The coupling element 24 for the first cone ring 16 and the second cone ring 18 is in the circumferential direction 26 limited displaceable in a recess 43 on the outer circumference of the synchronizer body 14 added. The external toothing 40 of the synchronizer body 14 is in the area of this recess 43 interrupted.

The third cone ring 20 is a form-fitting via a driver geometry and torque transmitting with the gear wheel 38 of the gearbox 12 connected. According to 2 becomes the driver geometry by substantially axially aligned projections 44 of the third cone ring 20 educated. The projections 44 grab in recesses 46 of the gear wheel 38 a, wherein the projections 44 and the recesses 46 in the circumferential direction 26 In particular, are formed accurately fit, so that the third cone ring 20 rotatably with the gear wheel 38 connected is.

All cone rings 16 to 20 have neither radial teeth to lock the switching process nor angled tabs for coupling with each other.

The 1 to 4 show a first embodiment of the multiple synchronization module 10 , The lock synchronization takes place here by a locking wedge synchronization unit 48 that have a sync stone 50 , a spring element 52 and one by the spring element 52 radially outward impacted block 54 includes, wherein the blocking stone 54 in a groove 55 on the inside of the sliding sleeve 36 engages and blocks their axial displacement in the non-synchronized state. The functional principle of the locking wedge synchronization is already generally known from the prior art. In this regard, explicit reference is made to the DE 10 2007 010 307 B3 referred and waived further explanations.

The coupling element 24 is in this case with the sync stone 50 the locking wedge synchronization unit 48 identical.

Contrary to the presentation in the 1 to 4 can the locking wedge synchronization unit 48 also be designed as a prefabricated module. For this purpose, the sync stone 50 on its radial inside an abutment for the spring element 52 have, so that the spring element 52 on the one hand on the block 54 and on the other hand supported on the abutment. Furthermore, the sync stone should be 50 have a stop that prevents the block 54 radially outward from the sync stone 50 fall out.

The 3 shows that as a sync stone 50 trained coupling element 24 in perspective view. At the radial outside of the coupling element 24 is an opening 56 to be recognized by the mounted in the state of the radially outward against the shift sleeve 36 acted on blocking stone 54 extends. Further, on the radial outer side is a laterally projecting circumferential bead 58 formed, the radial inner side in the assembled state on a radial outer side of the first cone ring 16 sitting. Accordingly, the coupling element is supported 24 over the edge bead 58 in the radial direction on the first cone ring 16 from.

Radially inward of the edge bead 58 Close sidewalls 60 . 62 on, with two in the circumferential direction 26 opposite, preferably parallel side walls 60 each substantially in a radial plane and two in the axial direction opposite, preferably parallel side walls 62 each extending perpendicular to the transmission axis A. The outsides of the radial side walls 60 form contact surfaces 61 for the first cone ring 16 ,

At the projections 32 of the first cone ring 16 are corresponding mating surfaces formed, wherein the mating surfaces preferably parallel to the contact surfaces 61 the side walls 60 extend to make a full-surface contact.

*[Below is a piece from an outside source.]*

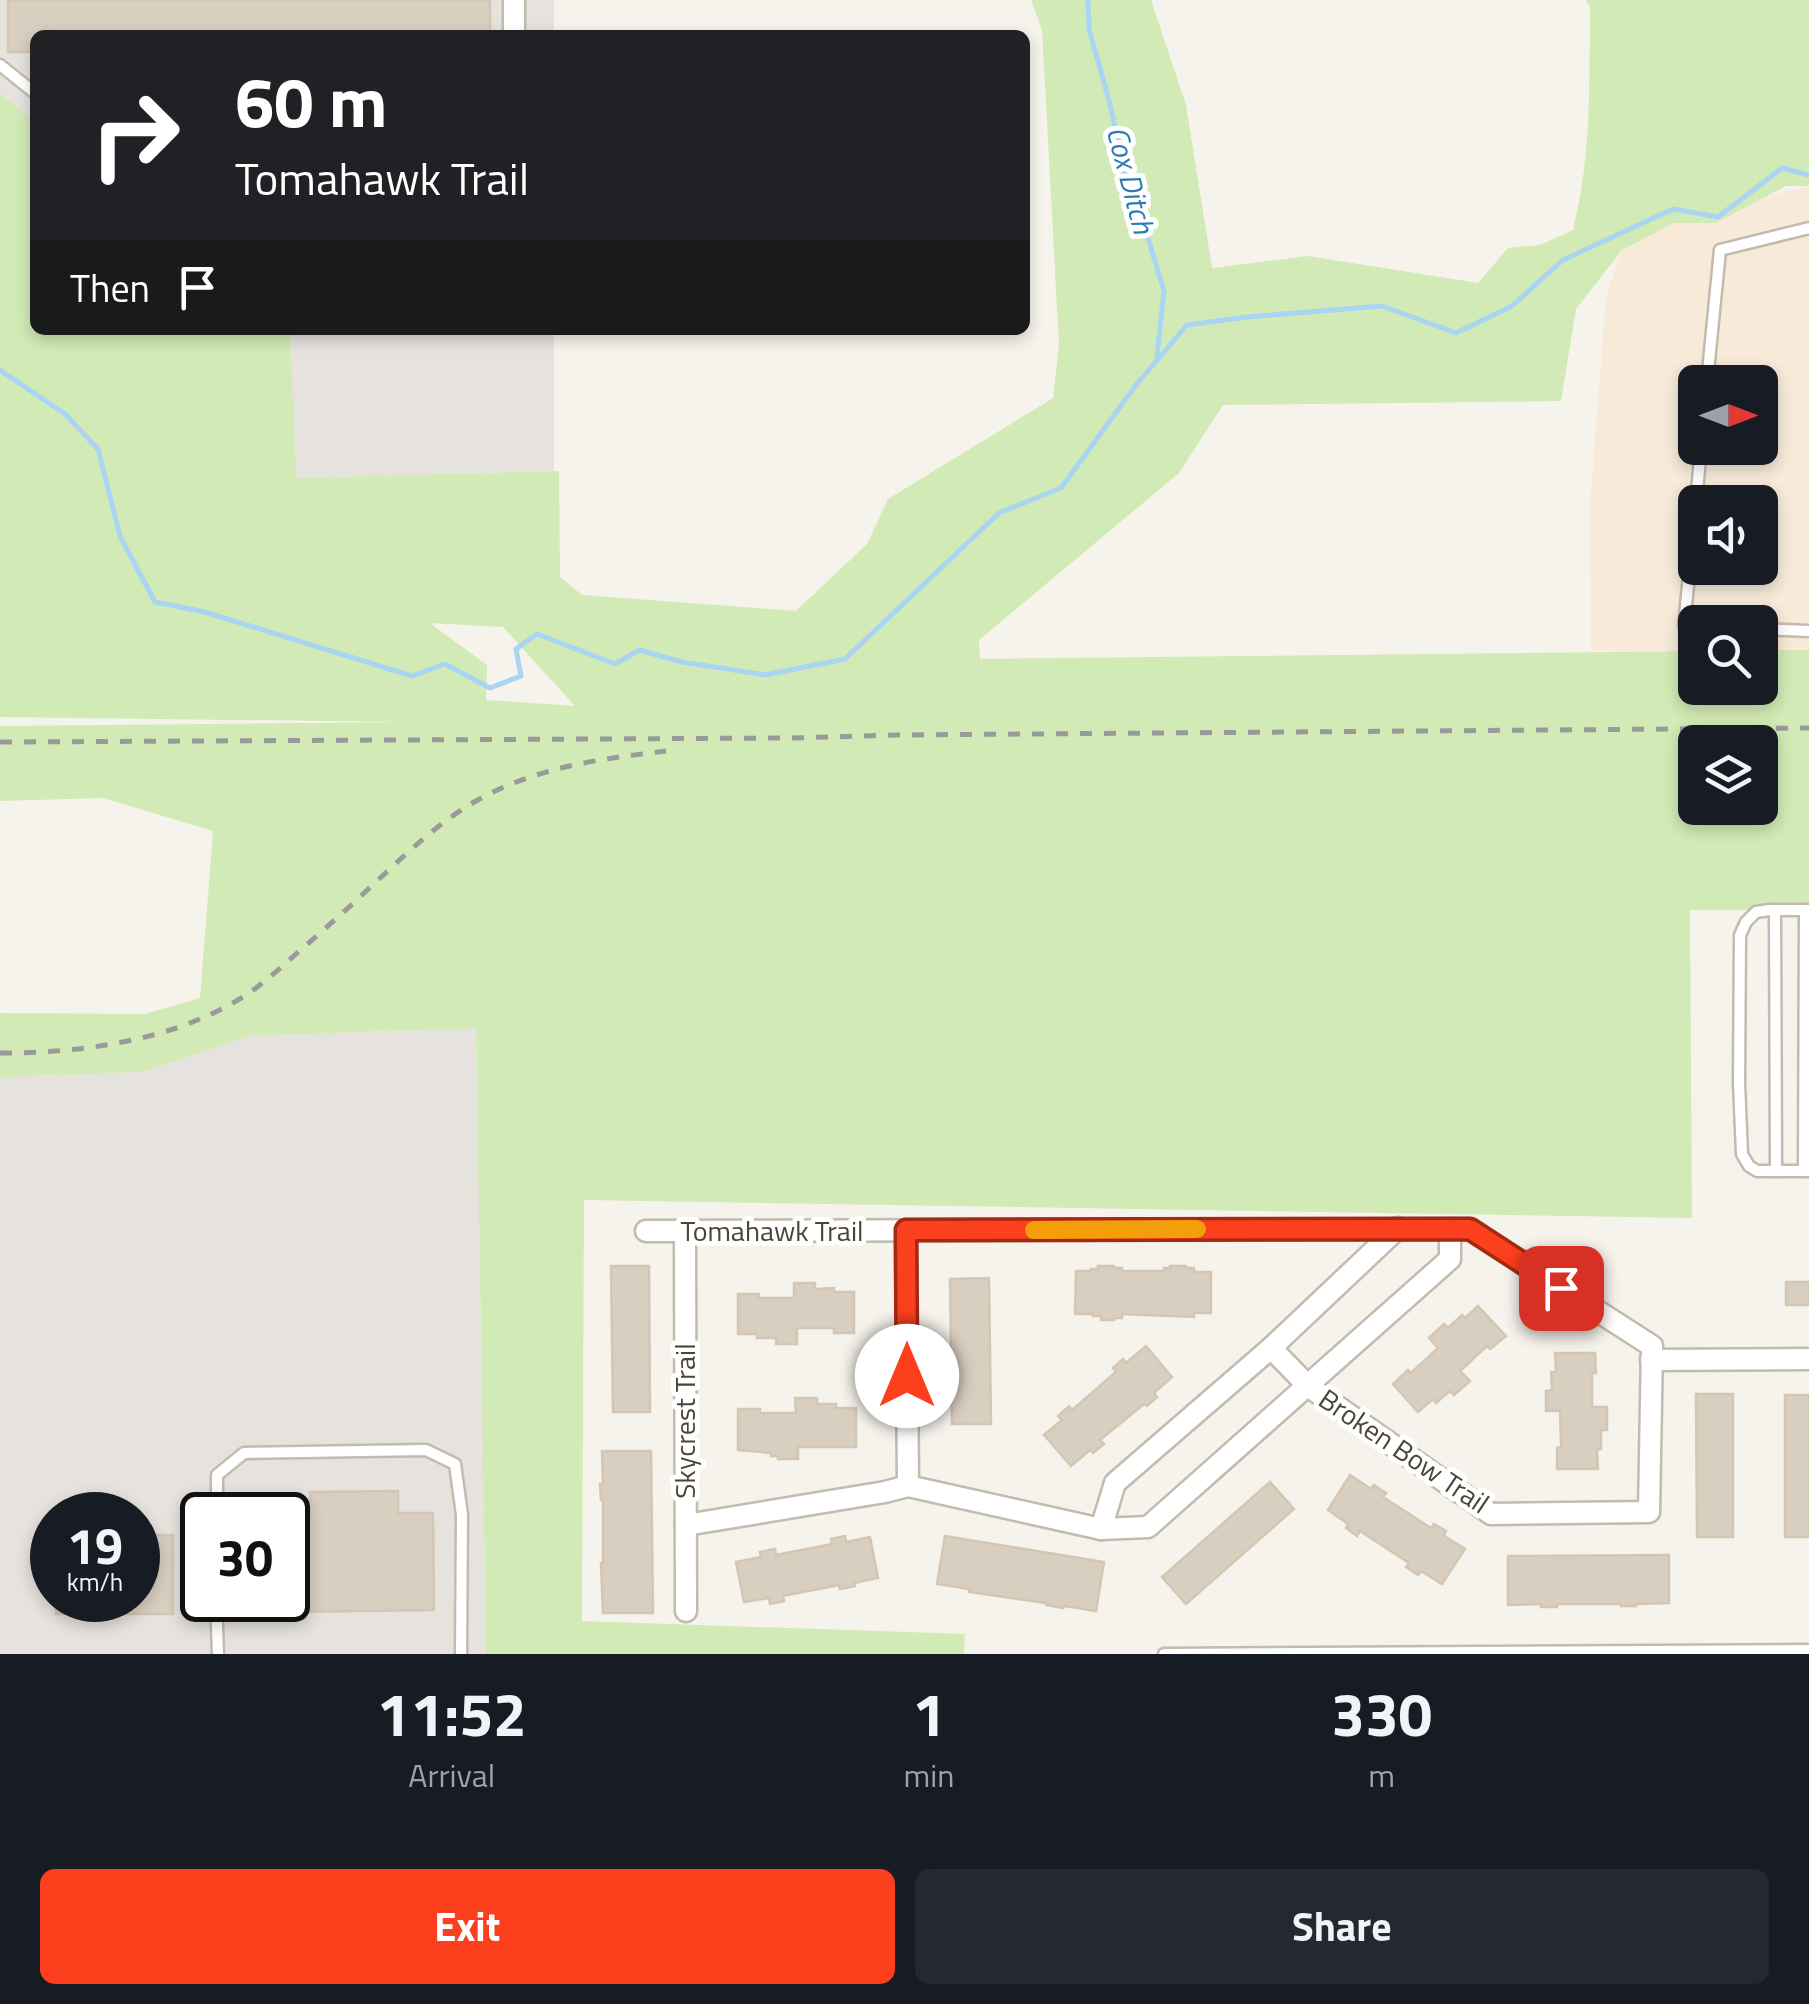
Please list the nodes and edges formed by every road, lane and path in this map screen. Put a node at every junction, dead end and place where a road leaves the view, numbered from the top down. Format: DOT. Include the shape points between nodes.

At the axial side walls 62 are radially inward extensions 64 (Preferably, freely projecting lobes) formed in the circumferential direction 26 opposite contact surfaces 66 have, which are analogous to the contact surfaces 61 of the first cone ring 16 extend in a radial plane. The contact surfaces 66 are in the mounted state in contact with the second cone ring 18 , Corresponding mating surfaces are at the projections 34 of the second cone ring 18 formed, these mating surfaces preferably parallel to the contact surfaces 66 extend to make a full-surface contact.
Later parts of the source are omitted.